[Opening Information provided section]
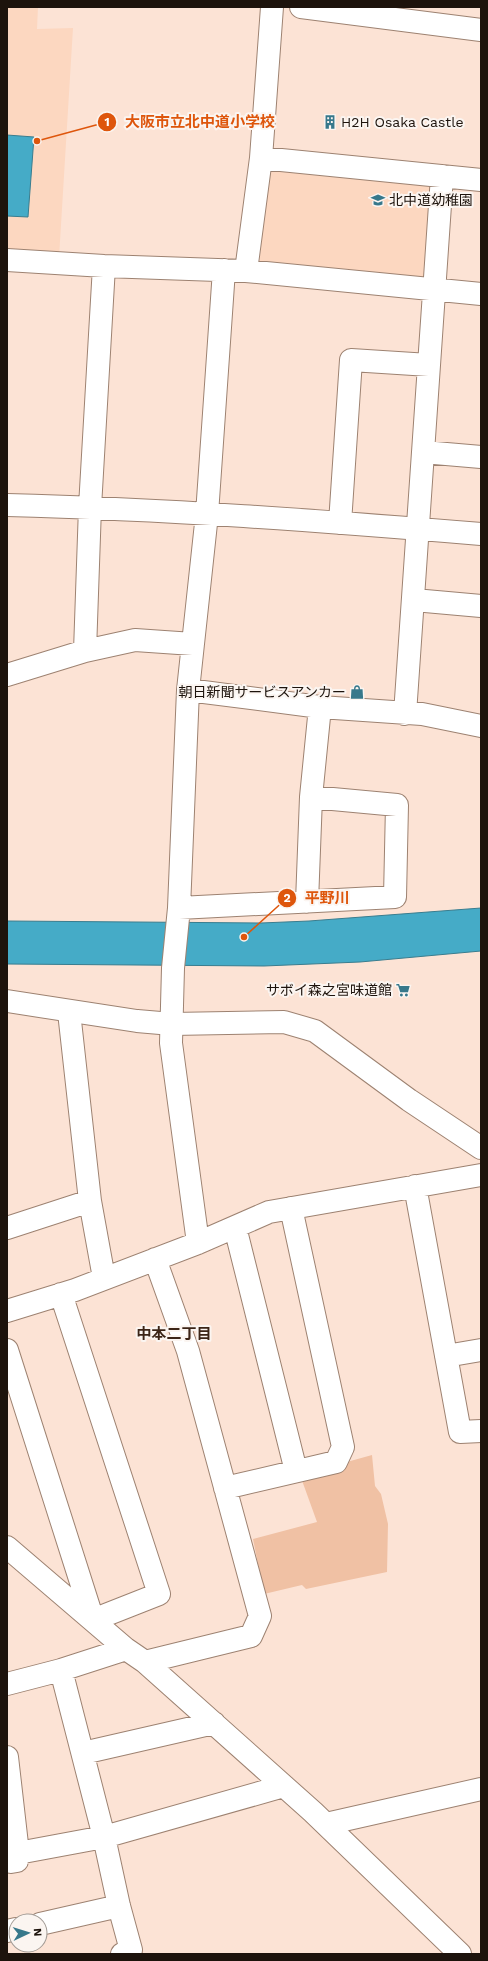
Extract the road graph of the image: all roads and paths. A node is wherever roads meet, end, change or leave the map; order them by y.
1 (272, 7) edge
2 (300, 7) edge
3 (481, 30) edge
4 (261, 158) junction
5 (442, 176) junction
6 (481, 180) edge
7 (7, 260) edge
8 (104, 266) junction
9 (224, 270) junction
10 (246, 271) junction
11 (435, 290) junction
12 (481, 294) edge
13 (429, 364) junction
14 (423, 452) junction
15 (481, 456) edge
16 (7, 505) edge
17 (90, 507) junction
18 (207, 514) junction
19 (340, 523) junction
20 (418, 529) junction
21 (481, 534) edge
22 (414, 600) junction
23 (481, 606) edge
24 (192, 644) junction
25 (84, 651) junction
26 (7, 675) edge
27 (188, 690) junction
28 (320, 707) junction
29 (405, 714) junction
30 (481, 726) edge
31 (311, 797) junction
32 (307, 902) junction
33 (178, 912) junction
34 (7, 1001) edge
35 (69, 1012) junction
36 (172, 1024) junction
37 (481, 1148) edge
38 (481, 1175) edge
39 (415, 1186) junction
40 (90, 1201) junction
41 (291, 1208) junction
42 (235, 1226) junction
43 (7, 1228) edge
44 (198, 1242) junction
45 (155, 1259) junction
46 (104, 1278) junction
47 (61, 1294) junction
48 (7, 1311) edge
49 (7, 1350) edge
50 (481, 1350) edge
51 (446, 1356) junction
52 (481, 1431) edge
53 (296, 1471) junction
54 (225, 1488) junction
55 (7, 1547) edge
56 (93, 1620) junction
57 (126, 1649) junction
58 (145, 1662) junction
59 (61, 1670) junction
60 (7, 1684) edge
61 (214, 1723) junction
62 (82, 1754) junction
63 (7, 1758) edge
64 (284, 1786) junction
65 (481, 1789) edge
66 (326, 1824) junction
67 (104, 1836) junction
68 (12, 1858) edge
69 (119, 1906) junction
70 (48, 1922) edge
71 (122, 1954) edge
72 (460, 1954) edge

1 - 4 street
2 - 3 street
4 - 5 street
4 - 10 street
5 - 6 street
5 - 11 street
7 - 8 street
8 - 9 street
8 - 17 street
9 - 10 street
9 - 18 street
10 - 11 street
11 - 12 street
11 - 13 street
13 - 14 street
13 - 19 street
14 - 15 street
14 - 20 street
16 - 17 street
17 - 18 street
17 - 25 street
18 - 19 street
18 - 24 street
19 - 20 street
20 - 21 street
20 - 22 street
22 - 23 street
22 - 29 street
24 - 25 street
24 - 27 street
25 - 26 street
27 - 28 street
27 - 33 street
28 - 29 street
28 - 31 street
29 - 30 street
31 - 32 street
31 - 32 street
32 - 33 street
33 - 36 street
34 - 35 street
35 - 36 street
35 - 40 street
36 - 37 street
36 - 44 street
38 - 39 street
39 - 41 street
39 - 51 street
40 - 43 street
40 - 46 street
41 - 42 street
41 - 53 street
42 - 44 street
42 - 53 street
44 - 45 street
45 - 46 street
45 - 54 street
46 - 47 street
47 - 48 street
47 - 56 street
49 - 56 street
50 - 51 street
51 - 52 street
53 - 54 street
54 - 58 street
55 - 56 street
56 - 57 street
57 - 58 street
57 - 59 street
58 - 61 street
59 - 60 street
59 - 62 street
61 - 62 street
61 - 64 street
62 - 67 street
63 - 68 street
64 - 66 street
64 - 67 street
65 - 66 street
66 - 72 street
67 - 68 street
67 - 69 street
69 - 70 street
69 - 71 street

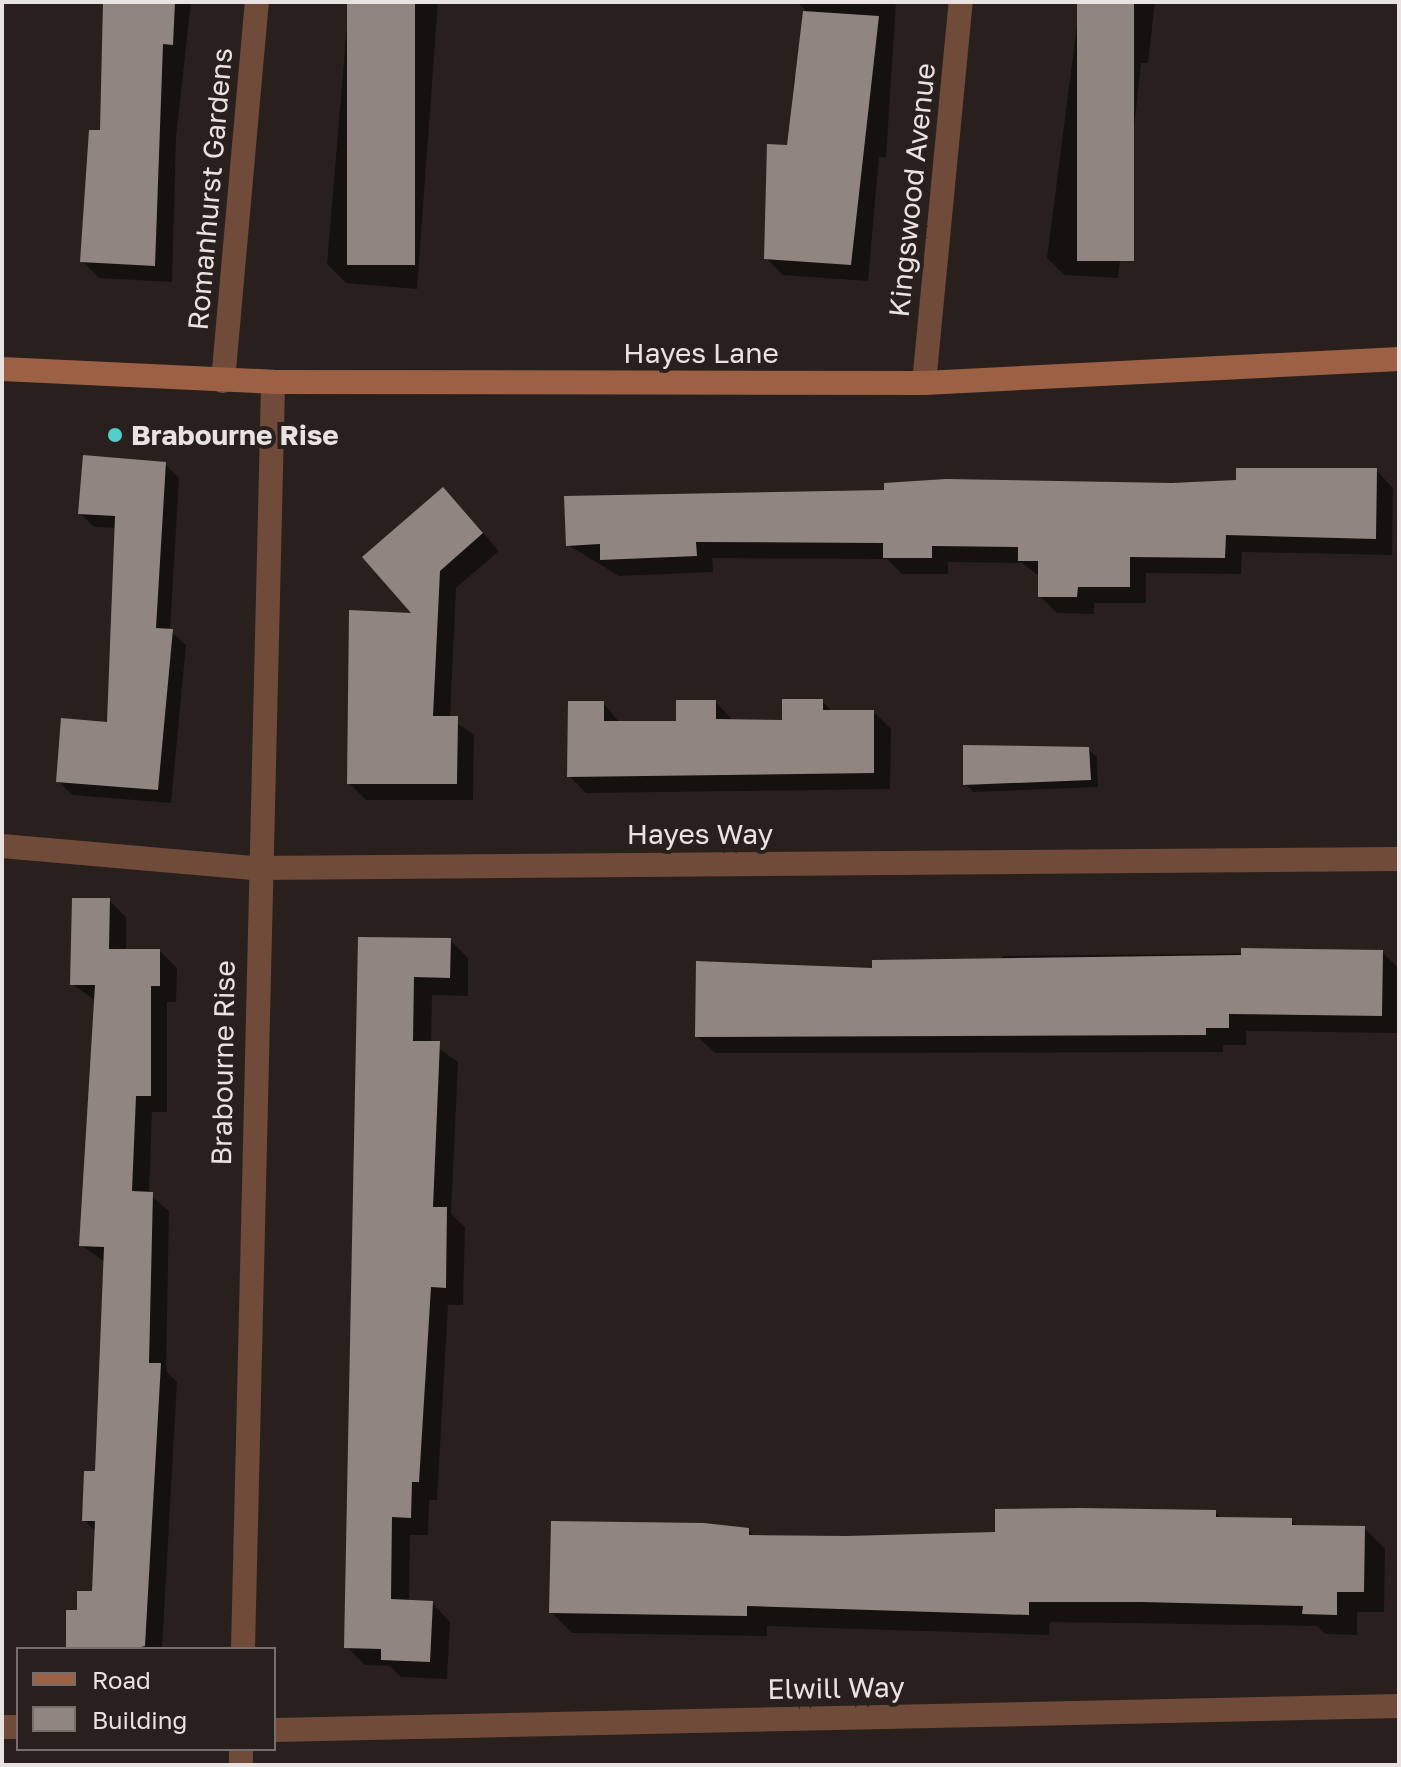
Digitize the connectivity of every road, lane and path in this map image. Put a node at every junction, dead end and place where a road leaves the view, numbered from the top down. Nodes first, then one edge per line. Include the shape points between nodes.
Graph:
1 (257, 2) edge
2 (961, 2) edge
3 (1399, 359) edge
4 (2, 369) edge
5 (223, 381) junction
6 (273, 382) junction
7 (924, 383) junction
8 (2, 846) edge
9 (1399, 859) edge
10 (256, 868) junction
11 (243, 1647) edge
12 (1399, 1706) edge
13 (276, 1730) edge

1 - 5 street, Romanhurst Gardens
2 - 7 street, Kingswood Avenue
3 - 7 main road, Hayes Lane
4 - 5 main road, Hayes Lane
5 - 6 main road, Hayes Lane
6 - 7 main road, Hayes Lane
6 - 10 street, Brabourne Rise
8 - 10 street, Hayes Way
9 - 10 street, Hayes Way
10 - 11 street, Brabourne Rise
12 - 13 street, Elwill Way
[Closing Information provided section]
- What needs to be done
Your reply must consist solely of the count of lines in the listing above that hold the string "node".

- Solution to the problem
2